[Start of section]
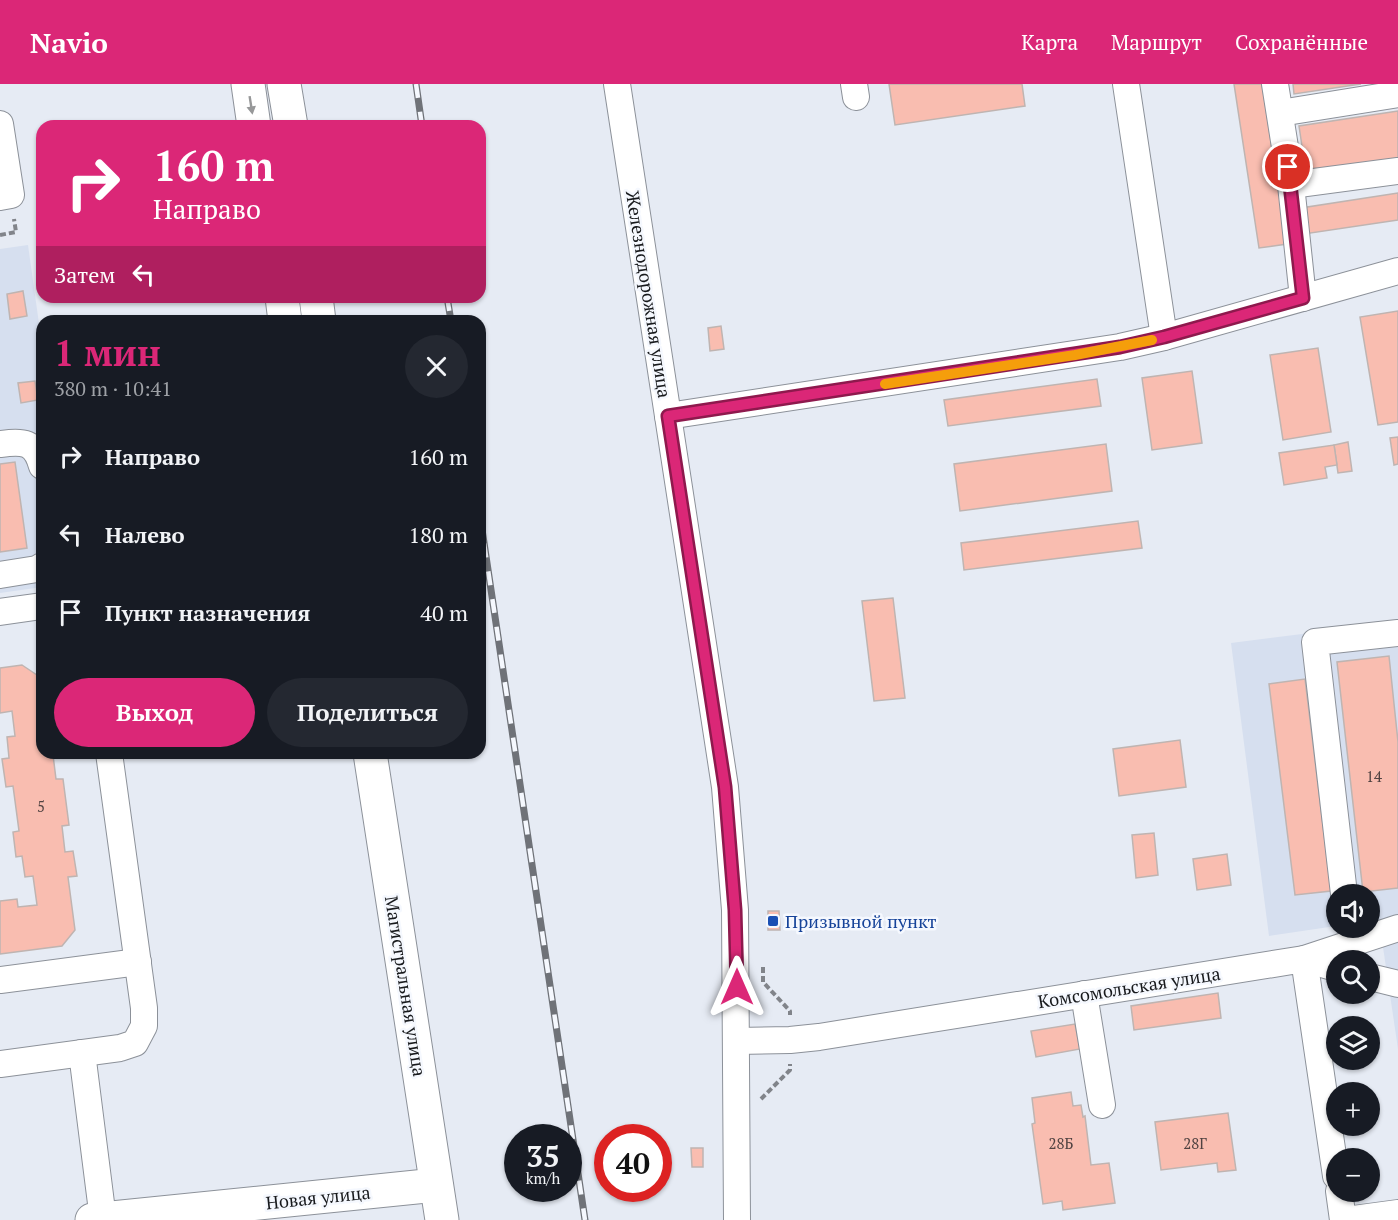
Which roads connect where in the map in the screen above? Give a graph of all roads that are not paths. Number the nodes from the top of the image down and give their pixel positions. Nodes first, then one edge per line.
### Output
1 (248, 84) edge
2 (284, 84) edge
3 (296, 84) edge
4 (617, 84) edge
5 (1126, 84) edge
6 (1275, 84) edge
7 (1398, 94) edge
8 (1280, 113) junction
9 (253, 120) edge
10 (290, 120) edge
11 (298, 120) edge
12 (0, 124) edge
13 (1398, 171) edge
14 (1291, 185) junction
15 (0, 197) edge
16 (1398, 271) edge
17 (1303, 298) junction
18 (1164, 337) junction
19 (668, 416) junction
20 (0, 444) edge
21 (36, 452) edge
22 (36, 569) edge
23 (0, 575) edge
24 (36, 607) edge
25 (0, 612) edge
26 (1398, 633) edge
27 (110, 759) edge
28 (371, 759) edge
29 (1343, 884) edge
30 (1398, 928) edge
31 (1380, 931) edge
32 (1343, 938) edge
33 (1304, 959) junction
34 (138, 962) junction
35 (1326, 965) edge
36 (0, 980) edge
37 (1380, 980) edge
38 (1398, 984) edge
39 (1084, 994) junction
40 (736, 1041) junction
41 (82, 1053) junction
42 (0, 1064) edge
43 (1102, 1105) dead end
44 (1332, 1148) edge
45 (436, 1185) junction
46 (1341, 1202) edge
47 (1398, 1213) edge
48 (98, 1219) edge
49 (442, 1220) edge
50 (737, 1220) edge
51 (1345, 1220) edge

1 -> 9 main road
2 - 10 main road
3 - 11 main road
4 - 19 street, Железнодорожная улица
5 - 18 street
6 - 8 street
7 - 8 street
8 - 14 street
12 - 15 street
13 - 14 street
14 - 17 street
16 - 17 street
17 - 18 street
18 - 19 street
19 - 40 street, Железнодорожная улица
20 - 21 street
22 - 23 street
24 - 25 street
26 - 29 street
27 - 34 street
28 - 45 main road, Магистральная улица
30 - 31 street
32 - 33 street
33 - 35 street
33 - 39 street, Комсомольская улица
33 - 44 street
34 - 36 street
34 - 41 street
37 - 38 street
39 - 40 street, Комсомольская улица
39 - 43 street
40 - 50 street, Железнодорожная улица
41 - 42 street
41 - 48 street
45 - 48 main road, Новая улица
45 - 49 main road, Магистральная улица
46 - 51 street
47 - 51 street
[End of section]
Prompt:
Set every record down verbatim. No pictures belong in the copy.

Task answer:
Which roads connect where in the map in the screen above? Give a graph of all roads that are not paths. Number the nodes from the top of the image down and give their pixel positions. Nodes first, then one edge per line.
### Output
1 (248, 84) edge
2 (284, 84) edge
3 (296, 84) edge
4 (617, 84) edge
5 (1126, 84) edge
6 (1275, 84) edge
7 (1398, 94) edge
8 (1280, 113) junction
9 (253, 120) edge
10 (290, 120) edge
11 (298, 120) edge
12 (0, 124) edge
13 (1398, 171) edge
14 (1291, 185) junction
15 (0, 197) edge
16 (1398, 271) edge
17 (1303, 298) junction
18 (1164, 337) junction
19 (668, 416) junction
20 (0, 444) edge
21 (36, 452) edge
22 (36, 569) edge
23 (0, 575) edge
24 (36, 607) edge
25 (0, 612) edge
26 (1398, 633) edge
27 (110, 759) edge
28 (371, 759) edge
29 (1343, 884) edge
30 (1398, 928) edge
31 (1380, 931) edge
32 (1343, 938) edge
33 (1304, 959) junction
34 (138, 962) junction
35 (1326, 965) edge
36 (0, 980) edge
37 (1380, 980) edge
38 (1398, 984) edge
39 (1084, 994) junction
40 (736, 1041) junction
41 (82, 1053) junction
42 (0, 1064) edge
43 (1102, 1105) dead end
44 (1332, 1148) edge
45 (436, 1185) junction
46 (1341, 1202) edge
47 (1398, 1213) edge
48 (98, 1219) edge
49 (442, 1220) edge
50 (737, 1220) edge
51 (1345, 1220) edge

1 -> 9 main road
2 - 10 main road
3 - 11 main road
4 - 19 street, Железнодорожная улица
5 - 18 street
6 - 8 street
7 - 8 street
8 - 14 street
12 - 15 street
13 - 14 street
14 - 17 street
16 - 17 street
17 - 18 street
18 - 19 street
19 - 40 street, Железнодорожная улица
20 - 21 street
22 - 23 street
24 - 25 street
26 - 29 street
27 - 34 street
28 - 45 main road, Магистральная улица
30 - 31 street
32 - 33 street
33 - 35 street
33 - 39 street, Комсомольская улица
33 - 44 street
34 - 36 street
34 - 41 street
37 - 38 street
39 - 40 street, Комсомольская улица
39 - 43 street
40 - 50 street, Железнодорожная улица
41 - 42 street
41 - 48 street
45 - 48 main road, Новая улица
45 - 49 main road, Магистральная улица
46 - 51 street
47 - 51 street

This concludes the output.